What do I mean? Why am I addressing this? Well it's simple, but not obvious. If it was obvious we'd all be fine. Us "marketers".
We marketers make a living by helping others get their message out there into the market: clearly, concisely and powerfully to the point. We are great at honing, noodling, improving and provoking. We can create incredible stuff. And we can come up with very inventive ways for breaking the mold, busting a trend, being heard in the cacophony and catching the eye of the jaded, blinder-wearing, tunnel visioned average consumer.
No one can deny it and we have the client book, portfolio of work and industry credibility to prove it. We've been elected to lead/represent our peers, have won juried awards and have caused children to rise up and wield their crayons as weapons. We inspire all and we see that our work is doing what we thought it should. It personifies us and is us. Because it's from the heart, is authentic and well intended. It..Is...Us! So it should represent!
Whoah! Time out! Seriously, take a deep breath....and....hold it.
I've picked up some sage advice from varied and colorful folk through my career. One was "you can only have two of three things from me, if you want me to help: good, fast or cheap. Pick two. You pick any two and you can't have the third". Wow. Great advice. Well here's the two relevant things I've picked up lately that will really work into this "marketing" article.
"The road to hell is paved with good intentions." And worse? "Expectations are resentments under construction!" How's that for true wisdom?
Now the point of this article. As marketers we have grand and well-meaning intentions to have any work we do literally represent us. Further, the expectations that we put on our work is incredible. It must always speak for us, show others what we do and land us our next big gig!
Hmmph. Resentments under construction? Absolutely. In fact I bet every one of you that has made it this far into this article has literally hated your career at one point or another. Just like me. There's that resentment.

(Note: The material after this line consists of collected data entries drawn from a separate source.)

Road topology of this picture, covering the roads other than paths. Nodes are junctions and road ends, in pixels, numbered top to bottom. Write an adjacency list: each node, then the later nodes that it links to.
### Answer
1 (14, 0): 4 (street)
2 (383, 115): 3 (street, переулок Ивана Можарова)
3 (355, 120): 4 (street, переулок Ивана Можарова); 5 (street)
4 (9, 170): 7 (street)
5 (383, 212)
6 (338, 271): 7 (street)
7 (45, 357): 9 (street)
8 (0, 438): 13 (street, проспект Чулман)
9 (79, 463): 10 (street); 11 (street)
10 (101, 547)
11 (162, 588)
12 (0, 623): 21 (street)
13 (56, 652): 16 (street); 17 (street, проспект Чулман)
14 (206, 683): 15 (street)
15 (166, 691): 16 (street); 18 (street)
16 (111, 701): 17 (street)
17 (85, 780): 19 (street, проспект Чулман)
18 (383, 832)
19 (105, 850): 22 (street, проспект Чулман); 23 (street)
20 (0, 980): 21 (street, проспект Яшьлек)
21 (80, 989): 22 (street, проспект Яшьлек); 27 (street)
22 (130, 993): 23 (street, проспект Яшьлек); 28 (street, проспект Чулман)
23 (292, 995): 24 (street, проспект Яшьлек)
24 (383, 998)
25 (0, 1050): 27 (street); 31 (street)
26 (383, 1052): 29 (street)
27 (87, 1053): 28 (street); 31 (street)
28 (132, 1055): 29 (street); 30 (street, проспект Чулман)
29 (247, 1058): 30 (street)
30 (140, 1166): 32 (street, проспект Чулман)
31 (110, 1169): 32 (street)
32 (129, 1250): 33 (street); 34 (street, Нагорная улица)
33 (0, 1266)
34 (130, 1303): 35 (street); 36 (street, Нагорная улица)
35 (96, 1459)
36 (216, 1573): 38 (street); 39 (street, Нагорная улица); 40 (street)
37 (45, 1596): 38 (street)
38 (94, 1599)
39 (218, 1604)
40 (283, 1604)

So here's the irony. We know our work is good and representative of our capabilities but we forget one thing....every client we've ever had felt the same way! "Well these blue widgets I make are everything I offer to the market. Can't these blue widgets be my ad campaign?" We argue no and break into our tried and true effort to get a clear communication and integrated marketing campaign out there for Blue Widget, Inc. And it works. But we do something that is the "magic bean" of marketing.
We put a....Call to action in the piece or series or video or spot. We ask for business. And of course it's successful and we're proud of it and we put it in our portfolio and it MUST represent us. There's just one catch.

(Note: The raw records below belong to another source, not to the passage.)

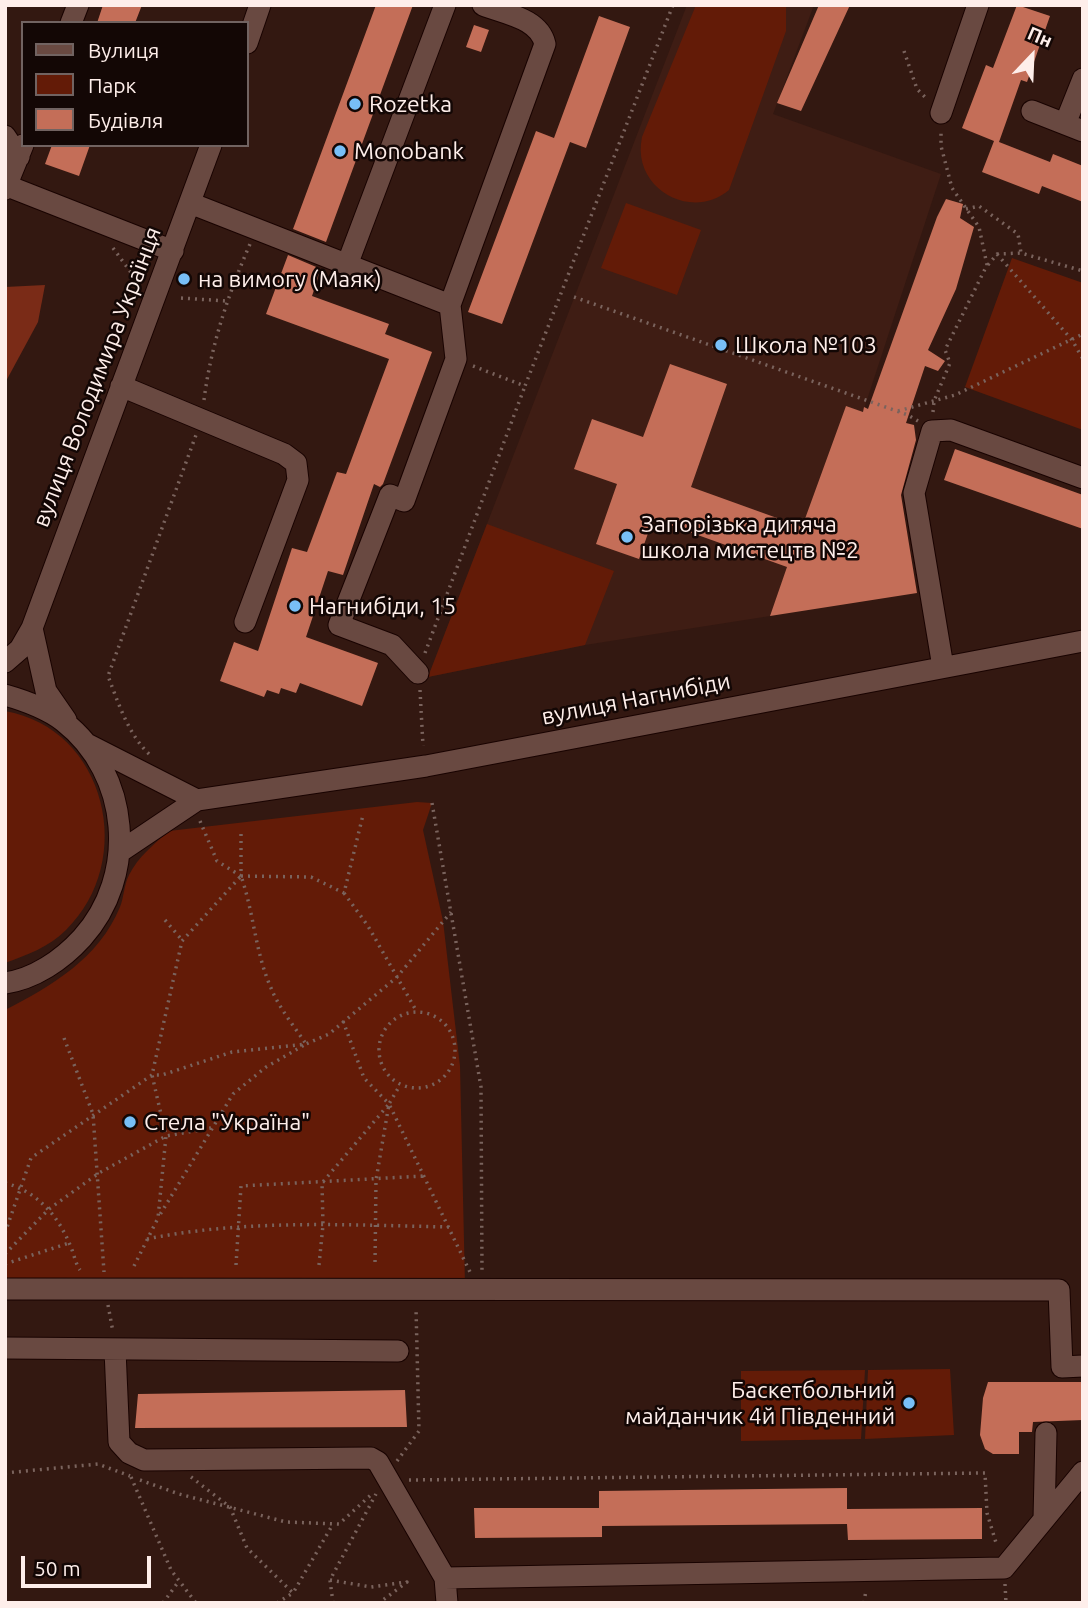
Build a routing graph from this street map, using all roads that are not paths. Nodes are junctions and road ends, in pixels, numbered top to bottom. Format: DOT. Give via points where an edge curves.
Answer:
graph roads {
  1 [pos="260,5"];
  2 [pos="445,5"];
  3 [pos="483,5"];
  4 [pos="978,5"];
  5 [pos="248,40"];
  6 [pos="1083,79"];
  7 [pos="1031,111"];
  8 [pos="941,113"];
  9 [pos="1074,127"];
  10 [pos="5,136"];
  11 [pos="210,147"];
  12 [pos="21,151"];
  13 [pos="6,188"];
  14 [pos="190,203"];
  15 [pos="173,251"];
  16 [pos="347,265"];
  17 [pos="450,305"];
  18 [pos="121,386"];
  19 [pos="1083,478"];
  20 [pos="245,622"];
  21 [pos="32,628"];
  22 [pos="1083,641"];
  23 [pos="5,662"];
  24 [pos="943,667"];
  25 [pos="418,673"];
  26 [pos="5,695"];
  27 [pos="86,744"];
  28 [pos="197,800"];
  29 [pos="121,851"];
  30 [pos="9,985"];
  31 [pos="5,1289"];
  32 [pos="5,1348"];
  33 [pos="115,1350"];
  34 [pos="398,1351"];
  35 [pos="1083,1366"];
  36 [pos="1046,1433"];
  37 [pos="1083,1472"];
  38 [pos="1044,1519"];
  39 [pos="445,1578"];
  40 [pos="447,1603"];
  1 -- 5 [label="street"];
  2 -- 16 [label="street"];
  3 -- 17 [label="street" via="534,25 545,44"];
  4 -- 8 [label="street"];
  6 -- 9 [label="street"];
  7 -- 9 [label="street"];
  10 -- 12 [label="street"];
  11 -- 14 [label="street, вулиця Володимира Українця"];
  12 -- 13 [label="street"];
  13 -- 15 [label="street"];
  14 -- 15 [label="street, вулиця Володимира Українця"];
  14 -- 16 [label="street"];
  15 -- 18 [label="street, вулиця Володимира Українця"];
  16 -- 17 [label="street"];
  17 -- 25 [label="street" via="456,359 404,501 390,495 339,625 392,645"];
  18 -- 20 [label="street" via="296,463 298,480"];
  18 -- 21 [label="street, вулиця Володимира Українця"];
  19 -- 24 [label="street" via="951,430 932,431 914,493"];
  21 -- 23 [label="street, вулиця Володимира Українця" via="20,649"];
  21 -- 27 [label="street" via="46,691"];
  22 -- 24 [label="street, вулиця Нагнибіди"];
  24 -- 28 [label="street, вулиця Нагнибіди" via="426,766"];
  26 -- 27 [label="street" via="35,704 63,721"];
  27 -- 28 [label="street"];
  27 -- 29 [label="street" via="107,776 119,813"];
  28 -- 29 [label="street, вулиця Нагнибіди"];
  29 -- 30 [label="street" via="113,888 95,923 69,951"];
  31 -- 35 [label="street" via="1059,1290 1062,1367"];
  32 -- 33 [label="street"];
  33 -- 34 [label="street"];
  33 -- 39 [label="street" via="120,1442 129,1453 144,1460 362,1456 378,1462"];
  36 -- 38 [label="street"];
  37 -- 38 [label="street"];
  38 -- 39 [label="street" via="1004,1568"];
  39 -- 40 [label="street"];
}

We marketers never begin at the beginning for ourselves and put a call to action out there. We never ask for work. We don't sign our work, we don't put a link to our site at the bottom of a site we just designed. We don't make a big stink over anything like that. We just hope to get a chance to show off our work to the next potential client and hope they like it.

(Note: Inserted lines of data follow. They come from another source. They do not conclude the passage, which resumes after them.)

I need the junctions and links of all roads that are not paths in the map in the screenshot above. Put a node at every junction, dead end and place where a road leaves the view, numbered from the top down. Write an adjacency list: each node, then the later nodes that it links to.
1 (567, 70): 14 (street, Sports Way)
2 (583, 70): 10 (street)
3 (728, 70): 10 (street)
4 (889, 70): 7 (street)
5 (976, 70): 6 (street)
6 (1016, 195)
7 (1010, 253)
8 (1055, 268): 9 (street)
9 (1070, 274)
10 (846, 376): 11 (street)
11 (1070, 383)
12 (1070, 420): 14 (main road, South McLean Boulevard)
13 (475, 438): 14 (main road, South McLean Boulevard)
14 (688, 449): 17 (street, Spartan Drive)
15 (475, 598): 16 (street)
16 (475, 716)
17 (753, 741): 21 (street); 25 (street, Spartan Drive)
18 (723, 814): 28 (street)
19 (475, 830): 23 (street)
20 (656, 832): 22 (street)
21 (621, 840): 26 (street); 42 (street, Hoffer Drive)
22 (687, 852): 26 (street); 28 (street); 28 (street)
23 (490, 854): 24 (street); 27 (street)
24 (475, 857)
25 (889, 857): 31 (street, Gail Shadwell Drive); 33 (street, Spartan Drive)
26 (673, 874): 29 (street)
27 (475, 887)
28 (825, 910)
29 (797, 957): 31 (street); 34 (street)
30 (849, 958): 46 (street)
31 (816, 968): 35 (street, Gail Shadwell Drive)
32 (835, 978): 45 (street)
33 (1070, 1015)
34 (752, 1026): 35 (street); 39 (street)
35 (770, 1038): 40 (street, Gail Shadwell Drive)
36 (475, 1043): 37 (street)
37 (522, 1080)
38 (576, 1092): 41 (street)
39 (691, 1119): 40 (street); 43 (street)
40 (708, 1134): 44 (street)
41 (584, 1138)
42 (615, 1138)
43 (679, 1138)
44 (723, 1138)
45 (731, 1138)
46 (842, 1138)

We don't market ourselves.We don't ask for the work. We don't put it out there that we need work, want work or should be the one's helping "you" improve. We forget that people need to know who we are and what we do.
I learned this because I sent out a newsletter to 1,400 businesses in the area and I got some responses. The coolest being an invitation to be on a panel that did Q&A to an audience that was there learning about marketing.
The gentleman that asked me to participate received this newsletter and called me immediately to ask what is it that I do? He told me what he thought it was and I confirmed. But the fact that he's known me going on 5 years now and never contacted me before caused a big, pregnant pause in the ongoing battle between my ego and id. My mind went idle.
So I asked my dearest friend of all about this and she said that we forget to remind people that we're looking for work or looking for a job or need a project or want to help. We forget to market ourselves.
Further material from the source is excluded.